[ENTRIES SUPPLIED Boundary: Start]
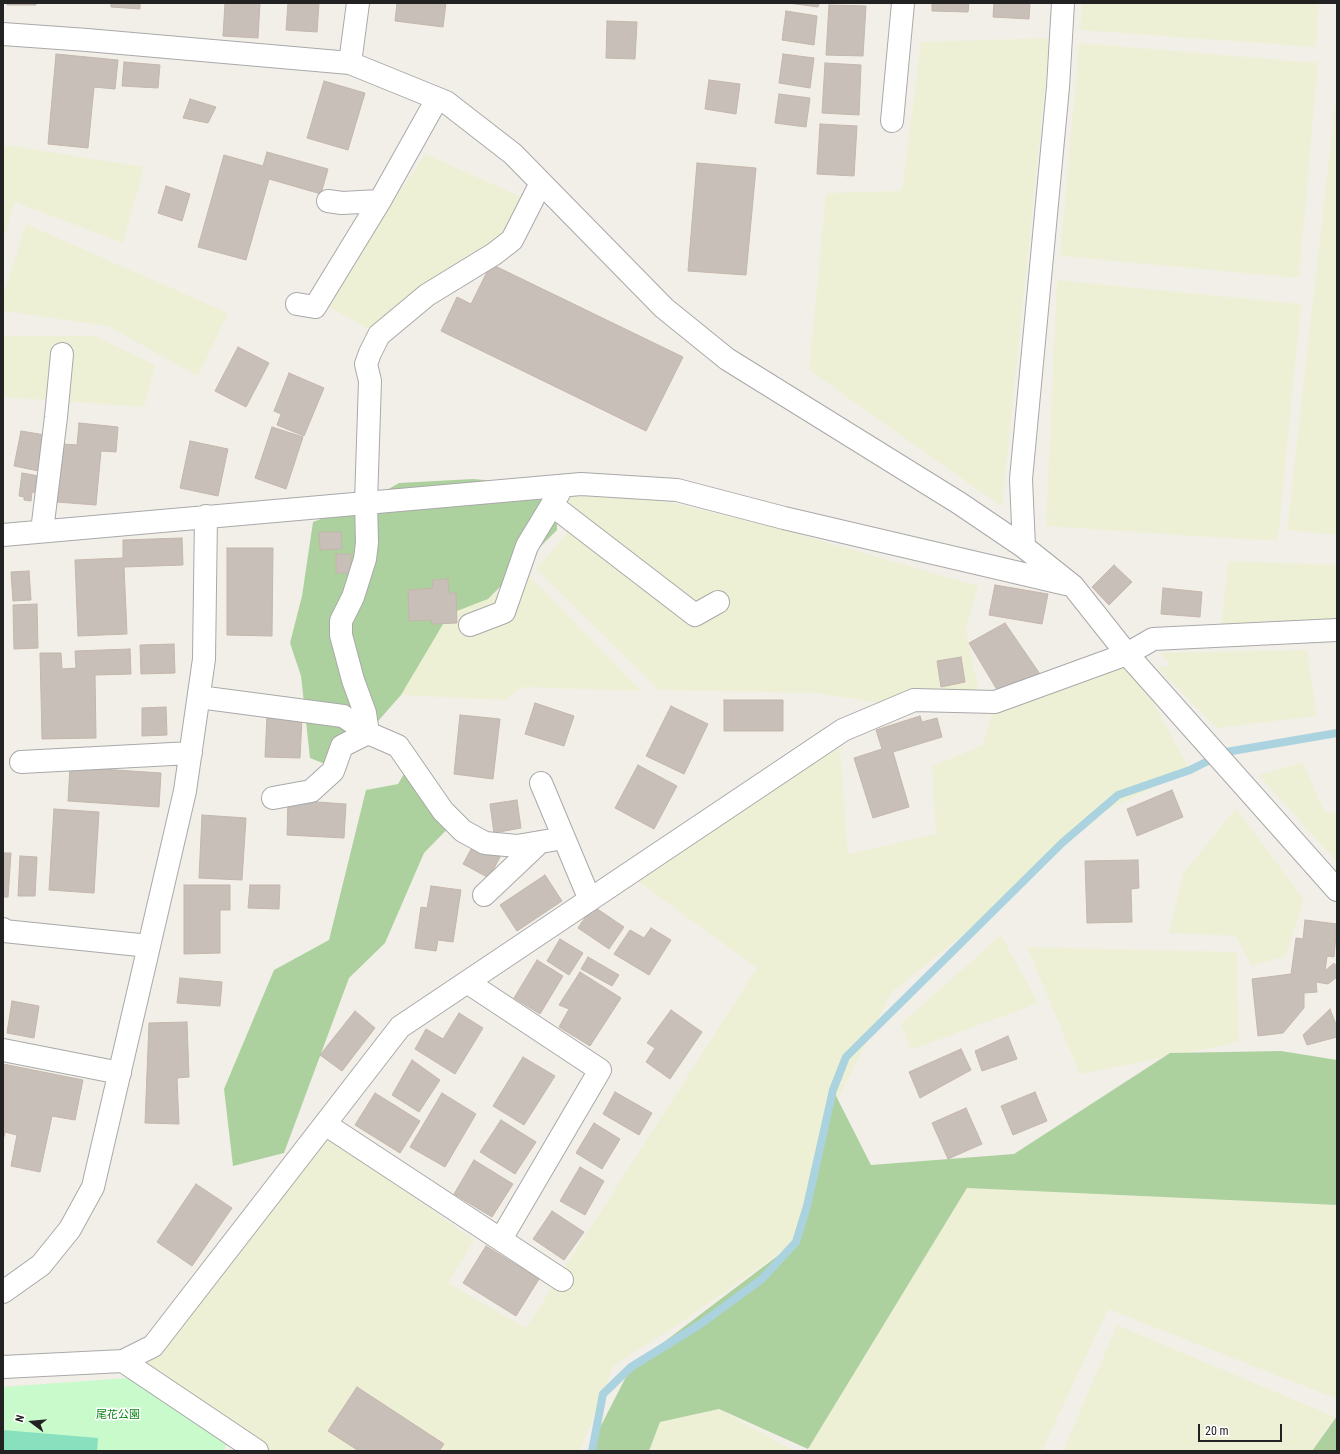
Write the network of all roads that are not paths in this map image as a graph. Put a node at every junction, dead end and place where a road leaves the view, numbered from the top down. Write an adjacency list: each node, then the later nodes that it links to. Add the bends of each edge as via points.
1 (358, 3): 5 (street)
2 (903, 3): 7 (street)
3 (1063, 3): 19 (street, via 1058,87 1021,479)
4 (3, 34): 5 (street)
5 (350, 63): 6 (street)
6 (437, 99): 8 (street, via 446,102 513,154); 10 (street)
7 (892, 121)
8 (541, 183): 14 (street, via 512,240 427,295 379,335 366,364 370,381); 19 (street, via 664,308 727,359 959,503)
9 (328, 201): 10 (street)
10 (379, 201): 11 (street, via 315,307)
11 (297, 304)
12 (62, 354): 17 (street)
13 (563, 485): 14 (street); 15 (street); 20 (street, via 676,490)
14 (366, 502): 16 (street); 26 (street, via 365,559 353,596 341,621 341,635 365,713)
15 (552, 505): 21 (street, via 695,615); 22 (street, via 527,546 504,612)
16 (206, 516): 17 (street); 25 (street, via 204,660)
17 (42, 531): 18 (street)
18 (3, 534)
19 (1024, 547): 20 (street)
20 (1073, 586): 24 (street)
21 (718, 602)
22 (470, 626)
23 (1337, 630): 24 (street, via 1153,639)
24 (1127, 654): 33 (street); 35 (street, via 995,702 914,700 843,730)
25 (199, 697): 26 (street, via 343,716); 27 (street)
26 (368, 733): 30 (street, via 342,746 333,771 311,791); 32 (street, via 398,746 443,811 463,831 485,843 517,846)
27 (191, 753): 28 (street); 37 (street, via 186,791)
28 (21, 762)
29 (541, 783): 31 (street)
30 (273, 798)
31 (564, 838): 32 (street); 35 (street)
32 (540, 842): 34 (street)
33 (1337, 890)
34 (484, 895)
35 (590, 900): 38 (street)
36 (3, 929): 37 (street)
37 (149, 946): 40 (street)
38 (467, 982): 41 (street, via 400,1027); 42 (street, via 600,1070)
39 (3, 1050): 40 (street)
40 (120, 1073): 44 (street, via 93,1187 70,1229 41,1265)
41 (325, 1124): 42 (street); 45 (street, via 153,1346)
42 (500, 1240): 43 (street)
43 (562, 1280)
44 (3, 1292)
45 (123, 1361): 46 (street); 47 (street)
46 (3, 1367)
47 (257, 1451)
[ENTRIES SUPPLIED Boundary: End]
THE TASK: Wherever an image sits in the data, omit it; everything else must be copied exactly.

YOUR RESPONSE:
Write the network of all roads that are not paths in this map image as a graph. Put a node at every junction, dead end and place where a road leaves the view, numbered from the top down. Write an adjacency list: each node, then the later nodes that it links to. Add the bends of each edge as via points.
1 (358, 3): 5 (street)
2 (903, 3): 7 (street)
3 (1063, 3): 19 (street, via 1058,87 1021,479)
4 (3, 34): 5 (street)
5 (350, 63): 6 (street)
6 (437, 99): 8 (street, via 446,102 513,154); 10 (street)
7 (892, 121)
8 (541, 183): 14 (street, via 512,240 427,295 379,335 366,364 370,381); 19 (street, via 664,308 727,359 959,503)
9 (328, 201): 10 (street)
10 (379, 201): 11 (street, via 315,307)
11 (297, 304)
12 (62, 354): 17 (street)
13 (563, 485): 14 (street); 15 (street); 20 (street, via 676,490)
14 (366, 502): 16 (street); 26 (street, via 365,559 353,596 341,621 341,635 365,713)
15 (552, 505): 21 (street, via 695,615); 22 (street, via 527,546 504,612)
16 (206, 516): 17 (street); 25 (street, via 204,660)
17 (42, 531): 18 (street)
18 (3, 534)
19 (1024, 547): 20 (street)
20 (1073, 586): 24 (street)
21 (718, 602)
22 (470, 626)
23 (1337, 630): 24 (street, via 1153,639)
24 (1127, 654): 33 (street); 35 (street, via 995,702 914,700 843,730)
25 (199, 697): 26 (street, via 343,716); 27 (street)
26 (368, 733): 30 (street, via 342,746 333,771 311,791); 32 (street, via 398,746 443,811 463,831 485,843 517,846)
27 (191, 753): 28 (street); 37 (street, via 186,791)
28 (21, 762)
29 (541, 783): 31 (street)
30 (273, 798)
31 (564, 838): 32 (street); 35 (street)
32 (540, 842): 34 (street)
33 (1337, 890)
34 (484, 895)
35 (590, 900): 38 (street)
36 (3, 929): 37 (street)
37 (149, 946): 40 (street)
38 (467, 982): 41 (street, via 400,1027); 42 (street, via 600,1070)
39 (3, 1050): 40 (street)
40 (120, 1073): 44 (street, via 93,1187 70,1229 41,1265)
41 (325, 1124): 42 (street); 45 (street, via 153,1346)
42 (500, 1240): 43 (street)
43 (562, 1280)
44 (3, 1292)
45 (123, 1361): 46 (street); 47 (street)
46 (3, 1367)
47 (257, 1451)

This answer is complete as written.